### Work order
Set down all the lines below, each one exactly as shown.

### Exercise data
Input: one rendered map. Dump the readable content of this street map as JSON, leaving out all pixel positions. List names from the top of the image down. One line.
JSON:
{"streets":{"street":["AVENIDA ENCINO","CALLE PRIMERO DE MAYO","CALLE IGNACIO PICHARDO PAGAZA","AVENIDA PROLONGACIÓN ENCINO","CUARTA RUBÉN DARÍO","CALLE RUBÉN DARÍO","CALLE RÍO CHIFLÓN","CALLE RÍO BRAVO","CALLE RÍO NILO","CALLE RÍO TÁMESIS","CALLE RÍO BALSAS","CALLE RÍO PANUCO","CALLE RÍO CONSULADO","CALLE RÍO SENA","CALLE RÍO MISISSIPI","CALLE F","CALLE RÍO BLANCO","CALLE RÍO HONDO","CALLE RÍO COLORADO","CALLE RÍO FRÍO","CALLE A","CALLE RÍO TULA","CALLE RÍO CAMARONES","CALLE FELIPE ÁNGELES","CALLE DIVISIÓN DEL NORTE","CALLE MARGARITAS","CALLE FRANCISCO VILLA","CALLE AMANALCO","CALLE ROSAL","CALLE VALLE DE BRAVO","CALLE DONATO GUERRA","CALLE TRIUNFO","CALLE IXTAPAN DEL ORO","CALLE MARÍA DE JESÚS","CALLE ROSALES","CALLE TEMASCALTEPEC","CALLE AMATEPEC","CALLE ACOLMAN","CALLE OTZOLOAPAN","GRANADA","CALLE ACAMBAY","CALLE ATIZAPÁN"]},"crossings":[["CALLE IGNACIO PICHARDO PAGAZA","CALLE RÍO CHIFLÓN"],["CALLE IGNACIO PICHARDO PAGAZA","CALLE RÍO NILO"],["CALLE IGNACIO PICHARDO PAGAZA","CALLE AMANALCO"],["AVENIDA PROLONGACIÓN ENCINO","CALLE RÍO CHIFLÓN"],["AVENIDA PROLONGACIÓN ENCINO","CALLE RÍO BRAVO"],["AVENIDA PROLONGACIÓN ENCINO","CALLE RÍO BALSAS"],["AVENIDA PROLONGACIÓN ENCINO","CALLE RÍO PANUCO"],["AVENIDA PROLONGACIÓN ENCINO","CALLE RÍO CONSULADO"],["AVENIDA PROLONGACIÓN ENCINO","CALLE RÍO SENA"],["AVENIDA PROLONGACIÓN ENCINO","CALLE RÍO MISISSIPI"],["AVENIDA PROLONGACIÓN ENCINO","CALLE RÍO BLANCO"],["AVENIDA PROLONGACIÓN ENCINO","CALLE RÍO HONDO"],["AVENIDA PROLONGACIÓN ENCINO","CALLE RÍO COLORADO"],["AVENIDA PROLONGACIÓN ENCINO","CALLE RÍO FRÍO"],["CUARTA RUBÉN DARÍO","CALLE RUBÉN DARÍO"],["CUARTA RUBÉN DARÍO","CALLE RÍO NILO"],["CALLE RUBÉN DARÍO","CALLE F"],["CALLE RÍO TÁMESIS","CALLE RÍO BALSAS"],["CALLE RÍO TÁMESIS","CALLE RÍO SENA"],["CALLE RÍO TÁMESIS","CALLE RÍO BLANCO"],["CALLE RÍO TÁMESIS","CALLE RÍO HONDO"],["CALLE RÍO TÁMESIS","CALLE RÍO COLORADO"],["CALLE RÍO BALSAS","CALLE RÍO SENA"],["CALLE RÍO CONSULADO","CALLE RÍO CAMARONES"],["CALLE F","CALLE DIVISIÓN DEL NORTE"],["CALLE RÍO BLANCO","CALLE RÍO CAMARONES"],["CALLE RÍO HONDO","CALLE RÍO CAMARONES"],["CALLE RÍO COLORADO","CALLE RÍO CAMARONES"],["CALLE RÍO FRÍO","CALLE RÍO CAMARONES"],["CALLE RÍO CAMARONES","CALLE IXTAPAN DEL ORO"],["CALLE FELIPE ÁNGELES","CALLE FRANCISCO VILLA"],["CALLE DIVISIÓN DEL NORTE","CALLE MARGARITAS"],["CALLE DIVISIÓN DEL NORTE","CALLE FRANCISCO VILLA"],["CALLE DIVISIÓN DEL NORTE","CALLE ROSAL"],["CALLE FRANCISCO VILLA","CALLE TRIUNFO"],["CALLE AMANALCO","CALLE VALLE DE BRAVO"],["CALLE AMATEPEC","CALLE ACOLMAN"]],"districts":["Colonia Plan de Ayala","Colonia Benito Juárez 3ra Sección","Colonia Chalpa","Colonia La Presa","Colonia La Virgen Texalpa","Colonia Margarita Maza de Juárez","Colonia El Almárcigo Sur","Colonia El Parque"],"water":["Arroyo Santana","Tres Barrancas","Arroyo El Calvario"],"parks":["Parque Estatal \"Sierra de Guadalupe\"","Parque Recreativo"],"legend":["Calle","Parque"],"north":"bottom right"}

### Result
Input: one rendered map. Dump the readable content of this street map as JSON, leaving out all pixel positions. List names from the top of the image down. One line.
JSON:
{"streets":{"street":["AVENIDA ENCINO","CALLE PRIMERO DE MAYO","CALLE IGNACIO PICHARDO PAGAZA","AVENIDA PROLONGACIÓN ENCINO","CUARTA RUBÉN DARÍO","CALLE RUBÉN DARÍO","CALLE RÍO CHIFLÓN","CALLE RÍO BRAVO","CALLE RÍO NILO","CALLE RÍO TÁMESIS","CALLE RÍO BALSAS","CALLE RÍO PANUCO","CALLE RÍO CONSULADO","CALLE RÍO SENA","CALLE RÍO MISISSIPI","CALLE F","CALLE RÍO BLANCO","CALLE RÍO HONDO","CALLE RÍO COLORADO","CALLE RÍO FRÍO","CALLE A","CALLE RÍO TULA","CALLE RÍO CAMARONES","CALLE FELIPE ÁNGELES","CALLE DIVISIÓN DEL NORTE","CALLE MARGARITAS","CALLE FRANCISCO VILLA","CALLE AMANALCO","CALLE ROSAL","CALLE VALLE DE BRAVO","CALLE DONATO GUERRA","CALLE TRIUNFO","CALLE IXTAPAN DEL ORO","CALLE MARÍA DE JESÚS","CALLE ROSALES","CALLE TEMASCALTEPEC","CALLE AMATEPEC","CALLE ACOLMAN","CALLE OTZOLOAPAN","GRANADA","CALLE ACAMBAY","CALLE ATIZAPÁN"]},"crossings":[["CALLE IGNACIO PICHARDO PAGAZA","CALLE RÍO CHIFLÓN"],["CALLE IGNACIO PICHARDO PAGAZA","CALLE RÍO NILO"],["CALLE IGNACIO PICHARDO PAGAZA","CALLE AMANALCO"],["AVENIDA PROLONGACIÓN ENCINO","CALLE RÍO CHIFLÓN"],["AVENIDA PROLONGACIÓN ENCINO","CALLE RÍO BRAVO"],["AVENIDA PROLONGACIÓN ENCINO","CALLE RÍO BALSAS"],["AVENIDA PROLONGACIÓN ENCINO","CALLE RÍO PANUCO"],["AVENIDA PROLONGACIÓN ENCINO","CALLE RÍO CONSULADO"],["AVENIDA PROLONGACIÓN ENCINO","CALLE RÍO SENA"],["AVENIDA PROLONGACIÓN ENCINO","CALLE RÍO MISISSIPI"],["AVENIDA PROLONGACIÓN ENCINO","CALLE RÍO BLANCO"],["AVENIDA PROLONGACIÓN ENCINO","CALLE RÍO HONDO"],["AVENIDA PROLONGACIÓN ENCINO","CALLE RÍO COLORADO"],["AVENIDA PROLONGACIÓN ENCINO","CALLE RÍO FRÍO"],["CUARTA RUBÉN DARÍO","CALLE RUBÉN DARÍO"],["CUARTA RUBÉN DARÍO","CALLE RÍO NILO"],["CALLE RUBÉN DARÍO","CALLE F"],["CALLE RÍO TÁMESIS","CALLE RÍO BALSAS"],["CALLE RÍO TÁMESIS","CALLE RÍO SENA"],["CALLE RÍO TÁMESIS","CALLE RÍO BLANCO"],["CALLE RÍO TÁMESIS","CALLE RÍO HONDO"],["CALLE RÍO TÁMESIS","CALLE RÍO COLORADO"],["CALLE RÍO BALSAS","CALLE RÍO SENA"],["CALLE RÍO CONSULADO","CALLE RÍO CAMARONES"],["CALLE F","CALLE DIVISIÓN DEL NORTE"],["CALLE RÍO BLANCO","CALLE RÍO CAMARONES"],["CALLE RÍO HONDO","CALLE RÍO CAMARONES"],["CALLE RÍO COLORADO","CALLE RÍO CAMARONES"],["CALLE RÍO FRÍO","CALLE RÍO CAMARONES"],["CALLE RÍO CAMARONES","CALLE IXTAPAN DEL ORO"],["CALLE FELIPE ÁNGELES","CALLE FRANCISCO VILLA"],["CALLE DIVISIÓN DEL NORTE","CALLE MARGARITAS"],["CALLE DIVISIÓN DEL NORTE","CALLE FRANCISCO VILLA"],["CALLE DIVISIÓN DEL NORTE","CALLE ROSAL"],["CALLE FRANCISCO VILLA","CALLE TRIUNFO"],["CALLE AMANALCO","CALLE VALLE DE BRAVO"],["CALLE AMATEPEC","CALLE ACOLMAN"]],"districts":["Colonia Plan de Ayala","Colonia Benito Juárez 3ra Sección","Colonia Chalpa","Colonia La Presa","Colonia La Virgen Texalpa","Colonia Margarita Maza de Juárez","Colonia El Almárcigo Sur","Colonia El Parque"],"water":["Arroyo Santana","Tres Barrancas","Arroyo El Calvario"],"parks":["Parque Estatal \"Sierra de Guadalupe\"","Parque Recreativo"],"legend":["Calle","Parque"],"north":"bottom right"}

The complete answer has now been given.